Eventually they opened the doors and let us in.  I remember entering and being completely baffled by the whole scene.  I’d never been inside a bar like this.  If you’ve never seen Axis - it’s a truly tiny club.  To think that just a few years prior Slash was performing for hundreds of thousands of people at festivals internationally, and now I was going to see him in a bar barely bigger than my garage - it was simply overwhelming.  We pushed our way towards stage left, where Slash always stood, and took up a defensive position right at the front of the stage.  I couldn’t believe this was really happening.  If you had told me it was all a dream, I might have believed you.  In fact, it WAS a dream; it was a dream come true.

The band came out, and they fucking rocked, and they rolled, and they grooved… but mostly they rocked.  I distinctly remember them performing a cover of Magic Carpet Ride.  Eric Dover (who I would also love a few years later as the singer for Imperial Drag) had a true rock voice and enough charisma to stand on stage and not be completely dwarfed by Slash.  The band was clicking on all cylinders, but most of all, it was Slash.  It was Slash standing right in front of me.  It was Slash flinging sweat on me while he furiously strummed his Les Paul.  It was Slash redefining, in an instant, what I defined to be cool.  It was Slash setting the tone for the goals of the rest of my life.
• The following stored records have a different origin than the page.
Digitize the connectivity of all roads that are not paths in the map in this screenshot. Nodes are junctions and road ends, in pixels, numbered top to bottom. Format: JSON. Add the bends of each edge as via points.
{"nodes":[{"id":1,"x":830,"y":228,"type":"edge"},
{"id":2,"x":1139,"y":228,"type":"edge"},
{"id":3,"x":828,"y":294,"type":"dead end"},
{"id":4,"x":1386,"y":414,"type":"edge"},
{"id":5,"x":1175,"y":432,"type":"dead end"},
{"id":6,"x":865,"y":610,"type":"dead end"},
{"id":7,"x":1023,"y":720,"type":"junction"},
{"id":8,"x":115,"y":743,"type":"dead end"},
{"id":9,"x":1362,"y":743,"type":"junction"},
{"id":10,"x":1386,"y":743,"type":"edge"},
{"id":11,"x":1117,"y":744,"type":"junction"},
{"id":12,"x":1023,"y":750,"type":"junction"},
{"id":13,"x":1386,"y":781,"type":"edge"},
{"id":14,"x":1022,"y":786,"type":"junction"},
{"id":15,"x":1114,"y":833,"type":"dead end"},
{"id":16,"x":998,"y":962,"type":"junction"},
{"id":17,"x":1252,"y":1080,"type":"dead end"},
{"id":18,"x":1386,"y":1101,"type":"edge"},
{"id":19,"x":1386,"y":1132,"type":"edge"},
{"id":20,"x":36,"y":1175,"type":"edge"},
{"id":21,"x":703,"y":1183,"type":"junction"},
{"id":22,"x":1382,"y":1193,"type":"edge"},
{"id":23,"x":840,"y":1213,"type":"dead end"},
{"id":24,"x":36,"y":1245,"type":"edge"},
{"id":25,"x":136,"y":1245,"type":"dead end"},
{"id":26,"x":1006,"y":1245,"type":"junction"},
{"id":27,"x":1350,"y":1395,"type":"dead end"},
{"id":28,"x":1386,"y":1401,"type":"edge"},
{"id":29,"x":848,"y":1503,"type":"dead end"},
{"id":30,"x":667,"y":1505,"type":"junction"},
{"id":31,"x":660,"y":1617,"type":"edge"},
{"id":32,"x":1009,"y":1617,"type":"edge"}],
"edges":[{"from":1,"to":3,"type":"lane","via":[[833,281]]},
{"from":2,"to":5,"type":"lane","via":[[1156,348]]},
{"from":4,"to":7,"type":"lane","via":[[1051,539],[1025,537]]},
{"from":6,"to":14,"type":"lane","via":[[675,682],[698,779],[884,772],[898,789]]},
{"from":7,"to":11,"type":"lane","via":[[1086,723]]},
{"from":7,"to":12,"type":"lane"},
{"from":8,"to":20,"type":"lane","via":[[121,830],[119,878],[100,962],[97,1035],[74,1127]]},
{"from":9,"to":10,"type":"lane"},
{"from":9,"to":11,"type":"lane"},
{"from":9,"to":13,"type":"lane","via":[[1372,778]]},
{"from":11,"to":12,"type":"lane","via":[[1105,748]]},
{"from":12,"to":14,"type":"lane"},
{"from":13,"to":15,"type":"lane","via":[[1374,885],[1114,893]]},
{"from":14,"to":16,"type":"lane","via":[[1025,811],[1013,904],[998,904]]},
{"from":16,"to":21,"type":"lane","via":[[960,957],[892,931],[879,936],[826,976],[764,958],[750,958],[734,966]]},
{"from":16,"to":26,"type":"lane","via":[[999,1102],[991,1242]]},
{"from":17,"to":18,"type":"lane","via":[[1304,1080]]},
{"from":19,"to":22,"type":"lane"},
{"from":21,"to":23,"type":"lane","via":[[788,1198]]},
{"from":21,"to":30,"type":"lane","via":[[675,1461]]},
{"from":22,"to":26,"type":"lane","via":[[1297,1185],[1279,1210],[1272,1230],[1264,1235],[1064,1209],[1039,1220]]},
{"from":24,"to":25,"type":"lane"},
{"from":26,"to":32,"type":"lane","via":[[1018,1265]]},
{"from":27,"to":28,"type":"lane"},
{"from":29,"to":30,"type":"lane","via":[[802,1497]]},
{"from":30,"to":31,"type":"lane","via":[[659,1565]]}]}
After the show, we went back to my brothers apartment and I called home.  Repentantly… “Mom, I’m in Boston.  Sam took me to Boston to see a concert.  It was amazing… sorry we missed the Mass.  We’re driving home tomorrow, but I don’t think we’ll be back in time for dinner… I’m sorry.” (To this day I struggle with overcoming my Catholic Guilt. My mom is so dedicated to the church that I joke to people about how she is next in line to be the Pope.)  It wasn’t until many years later that my mom confessed that she knew about the trip the whole time.  The next morning, Easter, we drove back to Rochester.  Along the way we heard the news about the Oklahoma City bombing.  We got back to Rochester late Sunday afternoon, in time for Easter dinner, and the next day my brother packed his things and drove all the way back to Boston - ultimately he made two round trips to between Boston and Rochester in 4 days.

In 2008 I read Slash’s autobiography.  He talks about how that first tour with Snakepit was an almost therapeutic experience for him.  After dealing with the stresses of touring arenas and stadiums while a member of GN’R, and putting up with Axl’s bullshit night after night, he described the Snakepit tour as a return to what he loved most about being a musician: the experience of standing on stage and performing for a roomful of people that genuinely care about the music itself, rather than all the pomp and excess associated with major tours.  I couldn’t stop smiling while reading that chapter of the book.  To know that Slash himself enjoyed my first concert just as much as I did is undoubtedly among the most satisfying emotions I’ve ever experienced.